The pathPlan algorithm module stores parameters:

design of API, path _ plan _ init module initialization method:

inputting:

and outputting the pathPlan structure, calling in sequence before acquiring the suggested route, storing the returned pathPlan structure in a global variable, and transmitting a pointer of the variable when acquiring the suggested behavior by calling each time.

get _ current _ action gets the current proposed travel:

inputting:

And (3) outputting: an Action structure.

route generation and route replacement, pre-construction during initialization:

Serial number	Starting point	terminal point	Type (B)	angle of rotation
					0	(0,0)	(offset,0)	2 (side)	0
1	(offset,0)	(offset,-maxLen/2)	1 (go)	90
					2	(offset,-maxLen/2)	(offset×2,-maxLen/2)	2 (side)	0

it is noted that, herein, relational terms such as first and second, and the like may be used solely to distinguish one entity or action from another entity or action without necessarily requiring or implying any actual such relationship or order between such entities or actions.

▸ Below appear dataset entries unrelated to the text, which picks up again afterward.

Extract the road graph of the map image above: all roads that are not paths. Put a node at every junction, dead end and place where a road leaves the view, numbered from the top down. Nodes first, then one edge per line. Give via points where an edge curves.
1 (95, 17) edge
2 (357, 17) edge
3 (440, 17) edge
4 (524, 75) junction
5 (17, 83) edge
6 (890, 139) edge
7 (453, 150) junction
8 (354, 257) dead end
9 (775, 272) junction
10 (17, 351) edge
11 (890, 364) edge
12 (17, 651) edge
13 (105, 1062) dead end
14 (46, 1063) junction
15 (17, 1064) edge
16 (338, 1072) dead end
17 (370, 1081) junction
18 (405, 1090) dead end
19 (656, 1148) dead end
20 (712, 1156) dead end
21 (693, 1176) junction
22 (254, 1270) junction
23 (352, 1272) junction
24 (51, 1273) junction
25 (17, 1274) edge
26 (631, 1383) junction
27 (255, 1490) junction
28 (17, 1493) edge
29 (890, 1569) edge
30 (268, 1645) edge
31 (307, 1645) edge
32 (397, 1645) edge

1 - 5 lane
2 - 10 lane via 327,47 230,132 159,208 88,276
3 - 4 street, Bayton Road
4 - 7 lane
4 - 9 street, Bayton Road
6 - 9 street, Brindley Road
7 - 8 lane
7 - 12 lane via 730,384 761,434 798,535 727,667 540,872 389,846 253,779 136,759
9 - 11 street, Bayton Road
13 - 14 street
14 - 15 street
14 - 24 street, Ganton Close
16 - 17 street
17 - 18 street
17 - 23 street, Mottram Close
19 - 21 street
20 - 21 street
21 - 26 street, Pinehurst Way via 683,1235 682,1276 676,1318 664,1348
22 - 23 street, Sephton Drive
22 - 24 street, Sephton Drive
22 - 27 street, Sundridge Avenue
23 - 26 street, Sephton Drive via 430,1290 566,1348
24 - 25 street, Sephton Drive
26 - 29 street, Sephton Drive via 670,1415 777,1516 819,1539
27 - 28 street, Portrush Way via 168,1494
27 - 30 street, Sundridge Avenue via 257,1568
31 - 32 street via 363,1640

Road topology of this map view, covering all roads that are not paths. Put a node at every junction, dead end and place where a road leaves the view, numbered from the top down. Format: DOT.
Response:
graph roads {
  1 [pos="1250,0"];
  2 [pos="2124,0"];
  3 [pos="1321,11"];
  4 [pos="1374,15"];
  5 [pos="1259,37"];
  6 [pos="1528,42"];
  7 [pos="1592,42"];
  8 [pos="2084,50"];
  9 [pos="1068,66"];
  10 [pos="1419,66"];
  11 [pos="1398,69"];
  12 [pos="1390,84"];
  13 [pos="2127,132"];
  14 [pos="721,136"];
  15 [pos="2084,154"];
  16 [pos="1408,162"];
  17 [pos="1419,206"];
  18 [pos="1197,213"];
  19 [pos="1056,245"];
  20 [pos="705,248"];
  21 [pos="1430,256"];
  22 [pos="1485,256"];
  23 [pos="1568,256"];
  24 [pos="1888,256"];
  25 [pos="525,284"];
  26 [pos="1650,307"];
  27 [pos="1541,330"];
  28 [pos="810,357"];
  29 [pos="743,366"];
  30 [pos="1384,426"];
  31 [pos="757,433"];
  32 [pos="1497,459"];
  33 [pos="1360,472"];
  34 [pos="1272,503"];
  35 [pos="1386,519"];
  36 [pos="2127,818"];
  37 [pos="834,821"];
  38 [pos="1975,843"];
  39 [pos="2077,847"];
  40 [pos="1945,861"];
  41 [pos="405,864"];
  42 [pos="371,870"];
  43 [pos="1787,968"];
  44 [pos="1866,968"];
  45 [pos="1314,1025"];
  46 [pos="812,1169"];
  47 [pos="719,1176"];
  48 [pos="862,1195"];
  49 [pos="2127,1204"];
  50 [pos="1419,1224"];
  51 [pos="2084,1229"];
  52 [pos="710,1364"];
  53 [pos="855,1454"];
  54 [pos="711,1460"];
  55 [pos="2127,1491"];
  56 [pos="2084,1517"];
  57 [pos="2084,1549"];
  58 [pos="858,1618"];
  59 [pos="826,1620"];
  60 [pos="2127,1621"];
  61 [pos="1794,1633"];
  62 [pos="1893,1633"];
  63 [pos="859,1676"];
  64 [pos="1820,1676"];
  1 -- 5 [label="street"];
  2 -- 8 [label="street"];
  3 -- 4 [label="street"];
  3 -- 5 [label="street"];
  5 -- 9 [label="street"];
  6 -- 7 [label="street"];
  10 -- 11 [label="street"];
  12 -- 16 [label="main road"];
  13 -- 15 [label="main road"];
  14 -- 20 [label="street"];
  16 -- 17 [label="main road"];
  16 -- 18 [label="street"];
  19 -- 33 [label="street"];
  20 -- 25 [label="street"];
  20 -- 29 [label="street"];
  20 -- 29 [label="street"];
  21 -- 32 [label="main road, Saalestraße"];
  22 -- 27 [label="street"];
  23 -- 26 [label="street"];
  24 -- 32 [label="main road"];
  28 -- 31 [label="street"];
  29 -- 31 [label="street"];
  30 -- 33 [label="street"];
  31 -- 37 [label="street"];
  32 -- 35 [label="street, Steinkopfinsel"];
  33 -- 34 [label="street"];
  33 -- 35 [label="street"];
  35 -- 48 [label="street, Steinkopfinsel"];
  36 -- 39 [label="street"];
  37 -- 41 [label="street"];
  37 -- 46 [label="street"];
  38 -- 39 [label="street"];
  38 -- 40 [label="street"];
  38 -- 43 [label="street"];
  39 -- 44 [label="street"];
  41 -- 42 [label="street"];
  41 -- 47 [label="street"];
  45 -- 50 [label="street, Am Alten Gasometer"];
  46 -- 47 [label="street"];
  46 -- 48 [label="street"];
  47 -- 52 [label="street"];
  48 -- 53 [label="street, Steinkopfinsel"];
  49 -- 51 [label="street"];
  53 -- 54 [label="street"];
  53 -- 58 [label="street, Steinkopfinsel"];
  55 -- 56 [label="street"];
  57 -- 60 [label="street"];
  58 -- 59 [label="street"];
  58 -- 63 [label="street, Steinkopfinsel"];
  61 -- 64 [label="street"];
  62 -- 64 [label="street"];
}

Also, the terms "comprises," "comprising," or any other variation thereof, are intended to cover a non-exclusive inclusion, such that a process, method, article, or apparatus that comprises a list of elements does not include only those elements but may include other elements not expressly listed or inherent to such process, method, article, or apparatus.

although embodiments of the present invention have been shown and described, it will be appreciated by those skilled in the art that changes, modifications, substitutions and alterations can be made in these embodiments without departing from the principles and spirit of the invention, the scope of which is defined in the appended claims and their equivalents.